Labour: 14,718 - 42.1% (+10.2)
Lib Dem: 11,160 - 31.9% (+0.3)
Cons: 4,481 - 12.8 % (-13.6)
UKIP: 2,029 - 5.8% (+1.9)
Nazis/BNP: 1,560 - 4.5% (-1.2)
Others: 982 - 2.8% (+2.3)
So what does this mean? Well, Labour has slight momentum, the only kind you can get from winning a seat you've held since (it's) creation; the Lib Dems save face, sparing Nick Clegg more knifes in the back, though expect more soon; and the Conservatives go down in total defeat. Fun!
What is kind of the kicker here is the fact that the Conservatives, by sparing their Lib Dem allies by not campaigning against them, it totally backfired, and not in the way you think (though it did in that way as well).
One, by not going after the Lib Dems, they allowed themselves to fade into the background as the third-party. Because they focused on only one of the frontrunners, namely Labour, they allowed all their attacks against them to naturally drift over to the natural alternative in Oldham, aka. the Lib Dems. So in reality, what probably happened was that the Lib Dem vote actually drifted over to Labour, and the Conservative's votes coalesced around the Lib Dems, seeing as how they would have had a member of the governing coalition either way. Result is that Labour wins, the Lib Dems remain credible, and you're totally tarnished as any sort of alternative.
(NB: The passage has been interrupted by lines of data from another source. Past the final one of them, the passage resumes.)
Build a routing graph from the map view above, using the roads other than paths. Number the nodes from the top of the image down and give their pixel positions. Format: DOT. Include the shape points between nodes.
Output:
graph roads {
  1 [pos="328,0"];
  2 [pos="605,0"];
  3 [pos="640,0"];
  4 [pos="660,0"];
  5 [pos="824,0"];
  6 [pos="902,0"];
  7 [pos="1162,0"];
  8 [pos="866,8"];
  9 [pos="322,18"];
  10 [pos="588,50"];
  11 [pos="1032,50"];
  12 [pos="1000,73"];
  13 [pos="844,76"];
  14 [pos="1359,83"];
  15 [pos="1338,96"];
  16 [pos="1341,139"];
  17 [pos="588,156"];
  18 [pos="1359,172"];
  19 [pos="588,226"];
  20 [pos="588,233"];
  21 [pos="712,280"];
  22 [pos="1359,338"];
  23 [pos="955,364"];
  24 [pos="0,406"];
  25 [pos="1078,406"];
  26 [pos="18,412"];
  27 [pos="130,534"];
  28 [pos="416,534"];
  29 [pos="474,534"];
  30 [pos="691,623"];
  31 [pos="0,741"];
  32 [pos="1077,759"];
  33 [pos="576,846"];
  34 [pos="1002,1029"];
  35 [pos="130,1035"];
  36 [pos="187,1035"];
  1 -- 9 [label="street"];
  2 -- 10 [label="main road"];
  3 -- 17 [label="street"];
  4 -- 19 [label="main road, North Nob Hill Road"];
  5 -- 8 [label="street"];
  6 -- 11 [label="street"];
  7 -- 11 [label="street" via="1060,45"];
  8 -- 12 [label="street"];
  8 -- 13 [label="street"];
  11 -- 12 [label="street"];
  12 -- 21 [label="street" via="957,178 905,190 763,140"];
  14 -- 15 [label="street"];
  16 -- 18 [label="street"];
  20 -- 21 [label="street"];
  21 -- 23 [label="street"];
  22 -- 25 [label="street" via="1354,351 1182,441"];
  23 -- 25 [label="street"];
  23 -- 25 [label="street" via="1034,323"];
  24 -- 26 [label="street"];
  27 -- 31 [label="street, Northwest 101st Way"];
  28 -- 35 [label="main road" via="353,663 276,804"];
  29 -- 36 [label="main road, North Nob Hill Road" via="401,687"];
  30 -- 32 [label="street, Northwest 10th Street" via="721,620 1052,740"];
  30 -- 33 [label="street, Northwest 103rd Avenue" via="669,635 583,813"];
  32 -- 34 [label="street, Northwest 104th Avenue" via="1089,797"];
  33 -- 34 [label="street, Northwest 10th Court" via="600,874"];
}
Two, by allowing themselves to fall into the background, they played their hand worse because they could have won the seat. Think about it: had the Conservatives run a full campaign, they could have effectively gone after Labour and allowed the Lib Dems to defeat themselves, opening up the possibility that some Lib Dem voters, seeing their candidate faltering, could have drifted to the Conservatives, and some of those voters who went Labour may have gone Conservative because they became a more credible alternative.
Ah, well. It happens.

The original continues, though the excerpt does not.